The drill string for use inside the 4 ½-in. liner was 2 3/8-in. drill tubing, 5.3 lbs/ft, CS-Hydril connection. The torque rating for this pipe was 1,500 ft-lbs. A selection of 3 ½-in. fixed cutter bits/mills were ordered for the clean out work.

Two related technical problems were present with this drilling assembly; flow rate and mud weight. It would be critical to control the mud weight value and pump output within a range that was suitable for the motor to drill effectively.


The well was re-entered and drilled to TD in 79 days against a planned figure of 54 days. The drilling curve is illustrated in Figure 4.

9 ¼-in. Phase

Re-entry and clean-out of original hole

The initial operation of cleaning out the cement and suspension plug to 10 ¾-in. shoe at 14,936 ft required excessive reaming from about 7,000 ft onwards; probably due to barite sagging as the mud left in the original hole was not treated with viscosifiers for long-term suspension.

As the 9 ¼-in. open hole was cleaned to 15,419 ft, gas levels increased and the mud weight increased to 18.9 ppg. During the subsequent flow check the well was found to be flowing and on resuming circulation, losses occurred. Therefore, LCM pills were pumped to plug the loss zones and the mud weight was gradually raised in attempt to stop the flow on the annulus.

This loss/gain cycle continued during the reaming of the previously drilled open hole down to the original TD of 16,662 ft. At this point, mud weight had been increased to 19.2 ppg. Attempts were made to deepen the hole using this mud weight, but drilling was stopped at 16,700 ft due to further flows and losses. At this point, total fluid losses had increased to 7,490 bbl and total LCM pumped was 1,960 bbl.

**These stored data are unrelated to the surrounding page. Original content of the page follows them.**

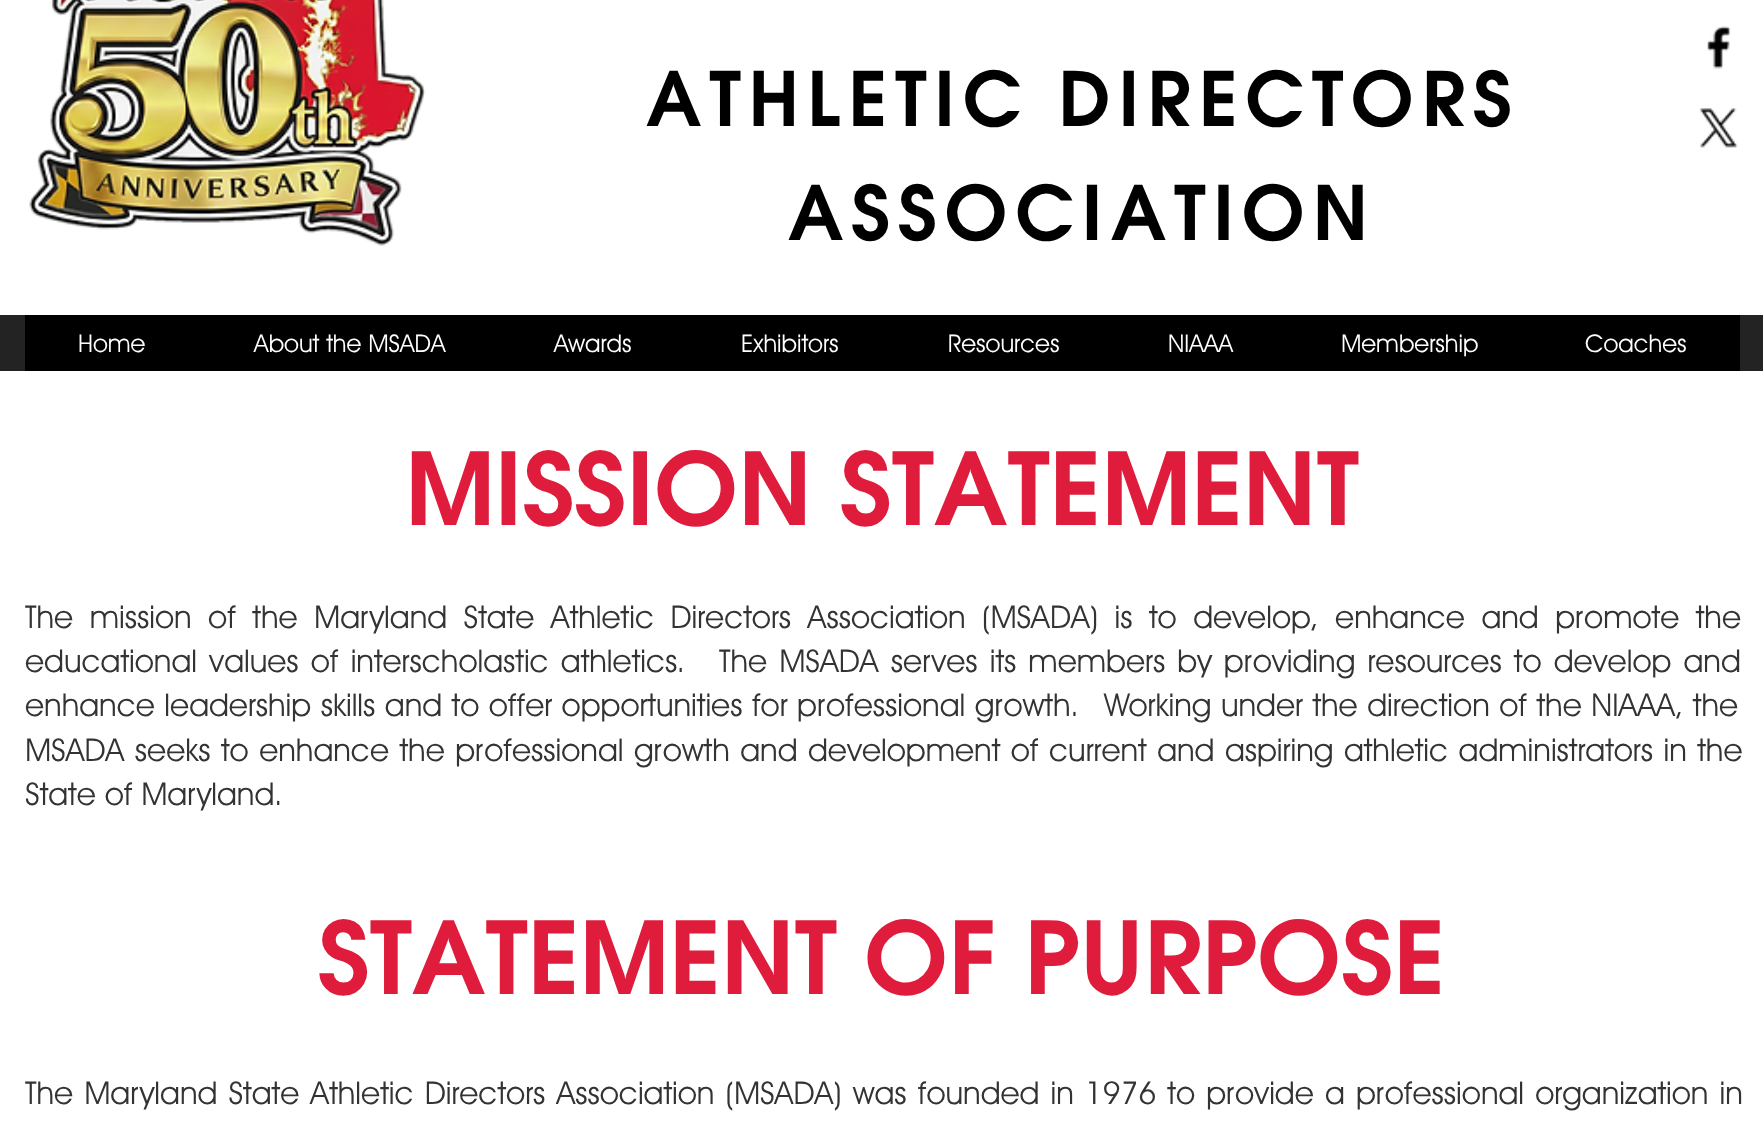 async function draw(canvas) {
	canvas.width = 1763;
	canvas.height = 1124;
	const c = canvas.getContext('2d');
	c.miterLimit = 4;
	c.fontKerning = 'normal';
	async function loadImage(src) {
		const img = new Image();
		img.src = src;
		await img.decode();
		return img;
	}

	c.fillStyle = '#fff';
	c.fillRect(0, 0, 1763, 1124);
	c.drawImage(await loadImage('img1.png'), 29, 0, 397, 246);
	c.letterSpacing = '7.9px';
	c.font = 'bold 78.75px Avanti';
	c.fillStyle = '#000';
	c.fillText('ATHLETIC DIRECTORS', 646, 126);
	c.fillText('ASSOCIATION', 788, 240);
	c.drawImage(await loadImage('img2.png'), 1707, 26, 24, 43);
	c.drawImage(await loadImage('img3.png'), 1699, 108, 39, 40);
	c.fillStyle = '#242323';
	c.fillRect(0, 315, 1763, 56);
	c.fillStyle = '#000';
	c.fillRect(25, 315, 1715, 56);
	c.letterSpacing = '0px';
	c.font = '24.5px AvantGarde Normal';
	c.fillStyle = '#fff';
	for (const [text, x, y] of [
		['Home', 78, 352],
		['About the MSADA', 254, 352],
		['Awards', 554, 352],
		['Exhibitors', 741, 352],
		['Resources', 948, 352],
		['NIAAA', 1168, 352],
		['Membership', 1341, 352],
		['Coaches', 1585, 352],
	]) {
		c.fillText(text, x, y);
	}
	c.font = 'bold 105px Avanti';
	c.fillStyle = '#df1c3c';
	c.fillText('MISSION STATEMENT', 405, 525);
	c.wordSpacing = '7.6px';
	c.font = '31.5px AvantGarde Normal';
	c.fillStyle = '#333';
	c.fillText('The mission of the Maryland State Athletic Directors Association (MSADA) is to develop, enhance and promote the', 25, 628);
	c.wordSpacing = '3.25px';
	c.fillText('educational values of interscholastic athletics.', 25, 672);
	c.fillText('The MSADA serves its members by providing resources to develop and', 719, 672);
	c.wordSpacing = '0.6px';
	c.fillText('enhance leadership skills and to offer opportunities for professional growth.', 25, 716);
	c.fillText('Working under the direction of the NIAAA, the', 1104, 716);
	c.wordSpacing = '1.6px';
	c.fillText('MSADA seeks to enhance the professional growth and development of current and aspiring athletic administrators in the', 25, 761);
	c.wordSpacing = '0px';
	c.fillText('State of Maryland.', 25, 805);
	c.font = 'bold 105px Avanti';
	c.fillStyle = '#df1c3c';
	c.fillText('STATEMENT OF PURPOSE', 318, 994);
	c.wordSpacing = '2.25px';
	c.font = '31.5px AvantGarde Normal';
	c.fillStyle = '#333';
	c.fillText('The Maryland State Athletic Directors Association (MSADA) was founded in 1976 to provide a professional organization in', 25, 1104);
}

draw(document.querySelector('canvas')); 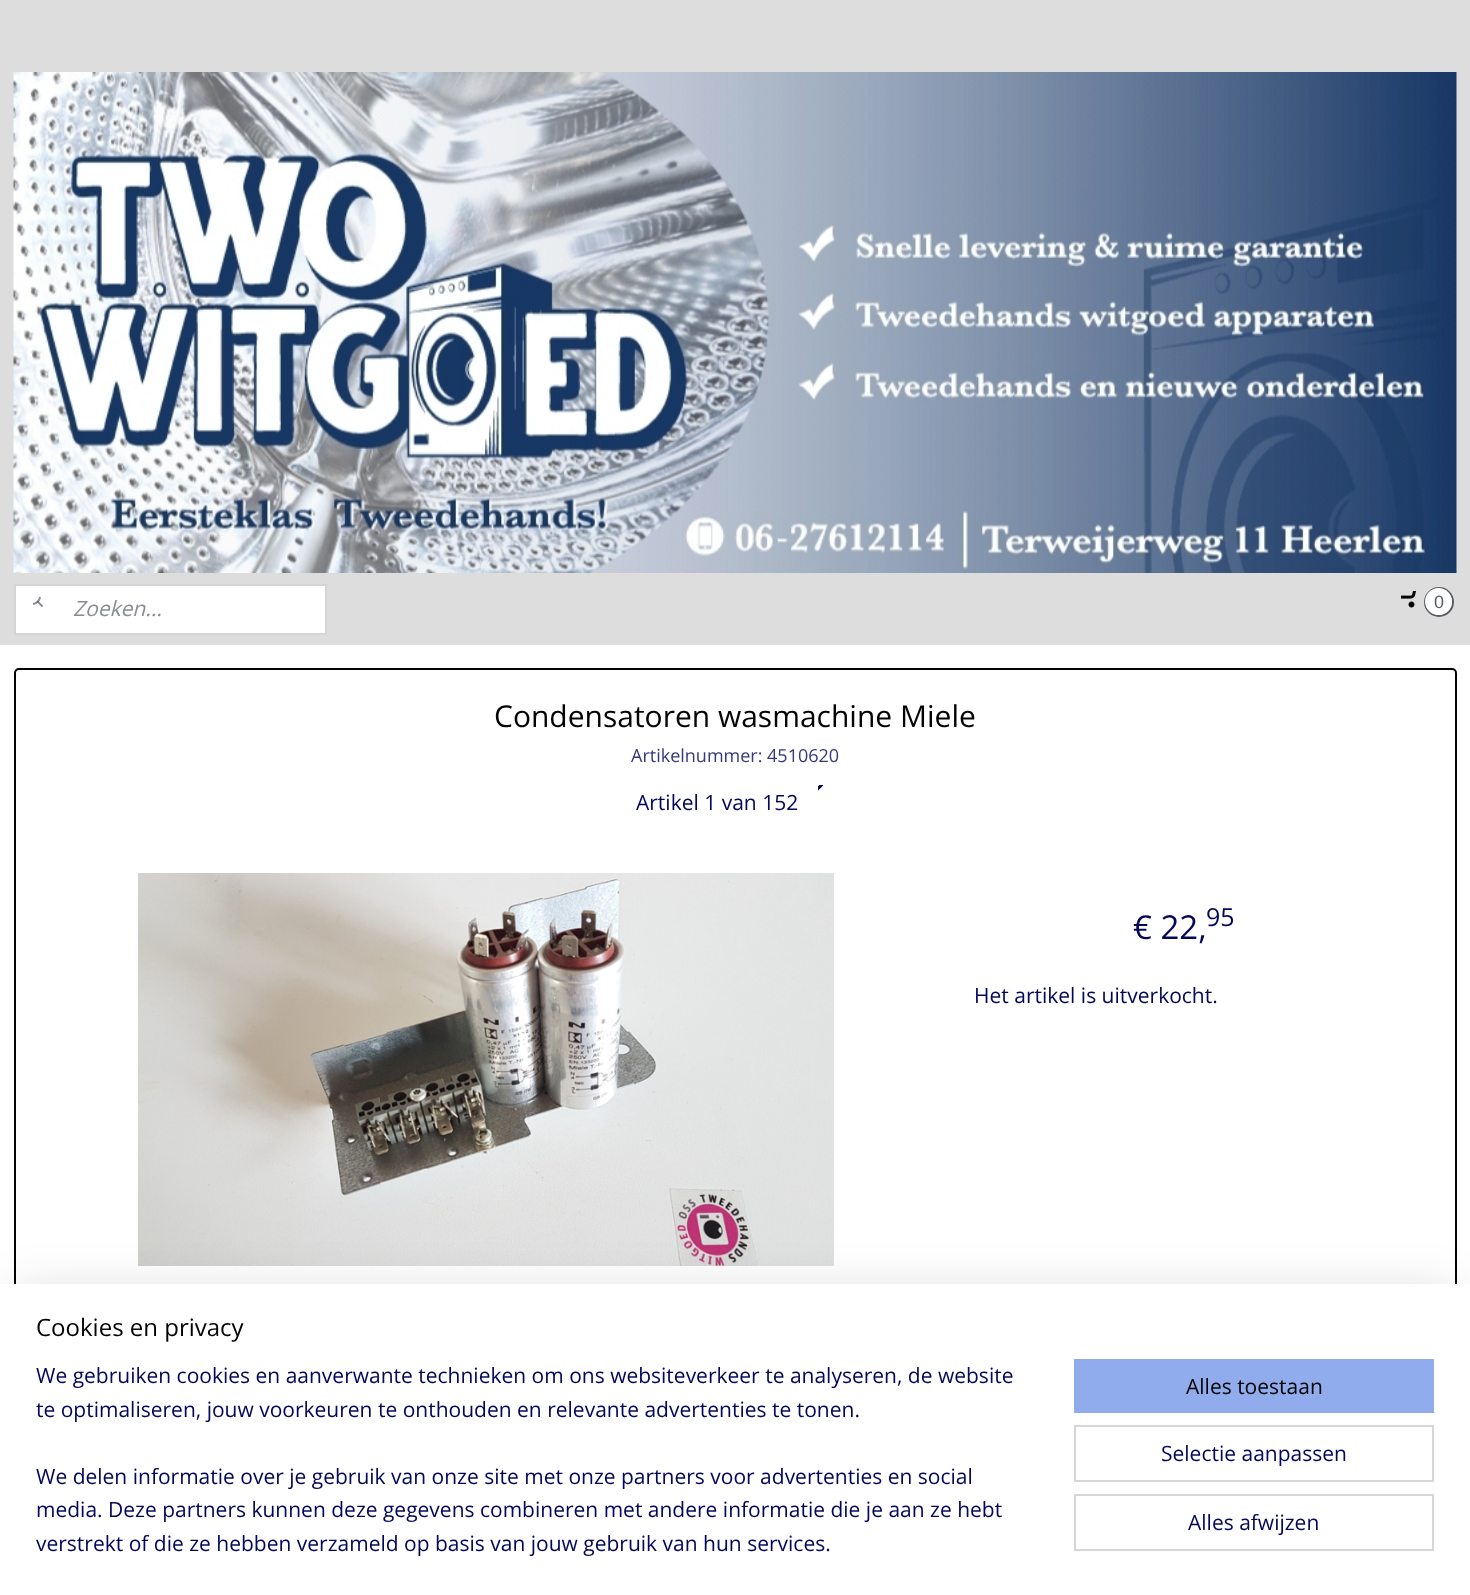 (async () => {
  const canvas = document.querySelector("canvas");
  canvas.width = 1470;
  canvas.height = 1595;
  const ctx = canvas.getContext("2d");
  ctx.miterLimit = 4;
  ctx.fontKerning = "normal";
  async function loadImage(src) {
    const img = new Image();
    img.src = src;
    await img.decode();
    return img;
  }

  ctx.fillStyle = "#dddddd";
  ctx.fillRect(0, 0, 1470, 1595);
  ctx.drawImage(await loadImage("img/1.png"), 13, 72, 1444, 501);
  ctx.fillStyle = "#ffffff";
  ctx.beginPath();
  ctx.rect(15, 585, 311, 49);
  ctx.fill();
  ctx.strokeStyle = "#d3d5d9";
  ctx.lineWidth = 2;
  ctx.stroke();
  ctx.drawImage(await loadImage("img/2.png"), 33, 597, 10, 10);
  ctx.drawImage(await loadImage("img/3.png"), 1401, 591, 15, 17);
  ctx.beginPath();
  ctx.arc(1439, 602, 14, 0, Math.PI * 2);
  ctx.strokeStyle = "#575b62";
  ctx.stroke();
  ctx.beginPath();
  ctx.arc(1438.5, 601.5, 13.5, 0, Math.PI * 2);
  ctx.fill();
  ctx.fillRect(0, 645, 1470, 639);
  ctx.beginPath();
  ctx.roundRect(15, 669, 1441, 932, 4);
  ctx.strokeStyle = "#030303";
  ctx.stroke();
  ctx.drawImage(await loadImage("img/4.png"), 818, 785, 6, 6);
  ctx.drawImage(await loadImage("img/5.png"), 138, 873, 696, 393);
  ctx.fillStyle = "rgba(0, 0, 0, 0.2)";
  ctx.filter = "blur(27px)";
  ctx.beginPath();
  ctx.rect(15, 1299, 1440, 282);
  ctx.fill();
  ctx.filter = "none";
  ctx.fillStyle = "#ffffff";
  ctx.fillRect(0, 1284, 1470, 311);
  ctx.fillStyle = "#91aced";
  ctx.fillRect(1074, 1359, 360, 54);
  ctx.strokeStyle = "#d6d6d6";
  ctx.strokeRect(1075, 1426, 358, 55);
  ctx.strokeRect(1075, 1495, 358, 55);
  ctx.font = "italic 21px Open Sans";
  ctx.fillStyle = "#898c91";
  ctx.fillText("Zoeken...", 73, 616);
  ctx.font = "18px Liberation Sans";
  ctx.fillStyle = "#575b62";
  ctx.fillText("0", 1434, 608);
  ctx.font = "30px Open Sans";
  ctx.fillStyle = "#030303";
  ctx.fillText("Condensatoren wasmachine Miele", 494, 727);
  ctx.font = "18px Open Sans";
  ctx.fillStyle = "#36397a";
  ctx.fillText("Artikelnummer: 4510620", 631, 762);
  ctx.font = "21px Open Sans";
  ctx.fillStyle = "#040759";
  ctx.fillText("Artikel 1 van 152", 636, 810);
  ctx.font = "33px Open Sans";
  ctx.fillText("€ 22,", 1133, 939);
  ctx.font = "25px Open Sans";
  ctx.fillText("95", 1206, 926);
  ctx.font = "21px Open Sans";
  ctx.fillText("Het artikel is uitverkocht.", 974, 1003);
  ctx.font = "24px Open Sans";
  ctx.fillStyle = "#030303";
  ctx.fillText("Cookies en privacy", 36, 1336);
  ctx.font = "21px Open Sans";
  ctx.fillStyle = "#040759";
  for (const [text, x, y] of [
    ["We gebruiken cookies en aanverwante technieken om ons websiteverkeer te analyseren, de website", 36, 1383],
    ["te optimaliseren, jouw voorkeuren te onthouden en relevante advertenties te tonen.", 36, 1417],
    ["We delen informatie over je gebruik van onze site met onze partners voor advertenties en social", 36, 1484],
    ["media. Deze partners kunnen deze gegevens combineren met andere informatie die je aan ze hebt", 36, 1517],
    ["verstrekt of die ze hebben verzameld op basis van jouw gebruik van hun services.", 36, 1551],
  ]) {
    ctx.fillText(text, x, y);
  }
  ctx.fillStyle = "#030303";
  ctx.fillText("Alles toestaan", 1186, 1394);
  ctx.fillStyle = "#040759";
  ctx.fillText("Selectie aanpassen", 1161, 1461);
  ctx.fillText("Alles afwijzen", 1188, 1530);
})();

Mud weights were now much higher than those seen during the original drilling and, given the narrow range between loss and gain, a decision was taken to squeeze cement across the entire open hole section to try and seal off the problem areas.

200 bbl of 19.5-ppg cement was squeezed through a retainer set above the 10 ¾-in. shoe into the open hole, the mud weight cut to 19 ppg and firm cement cleaned out to a depth of 15,355 ft, following which the hole was washed / reamed to the existing TD at 16,700 ft with no further losses or gains.

Drilling to the Jilh Salt Formation

Rotary drilling continued with a PDC bit to the top of the Minjur formation (16,985 ft), where penetration rates came down from 7 ft/hr at the start of the Minjur to 2 ft/hr by 17,150 ft, with the formation consisting of firm shales. The penetration rates continued to remain low, even when the mud weight was lowered to 18 ppg above the Jilh formation at 17,570 ft, where the estimated pore pressure had reduced to 17.6 ppg. With such low ROPs, it was decided to pick up the turbine.

A 6 5/8-in. turbine was run with a new 9 ¼-in. PDC bit. Initial penetration rates of 6 ft/hr was reduced to 4 ft/hr, and a trip was made to check the condition of the bit, which was only 5% worn. A different design PDC bit was picked up, and drilling rates increased, from 6 ft/hr up to a maximum of 15 ft/hr at the top of the first Jilh salt (18,167 ft).

Drilling continued to 18,292 ft, where a kick was encountered and was shut in with 1,540 psi on the drill pipe (equivalent to 19.6 ppg mud). On first circulation, the mud weight was cut to 16.5 ppg with the influx being salt water. After the second circulation with 19.3 ppg in and out, the BOP was opened and the well circulated at 300 gpm with an ECD at 20.3 ppg, which held the formation.

Attempts were made to continue drilling while combating the loss / gain cycles. At 18,331 ft with partial losses at 30 bbl/hr and a mud weight of 19.6 ppg, it was necessary to trip the string to remove the turbine. To control the formation flows, the mud weight was raised in stages to 19.9 ppg. On attempting to trip, the well was not taking the correct amount of fluid, therefore the drill pipe volume was bull-headed and 20.5 ppg kill mud pills pumped into the annulus during the rest of the trip to control this tendency to flow.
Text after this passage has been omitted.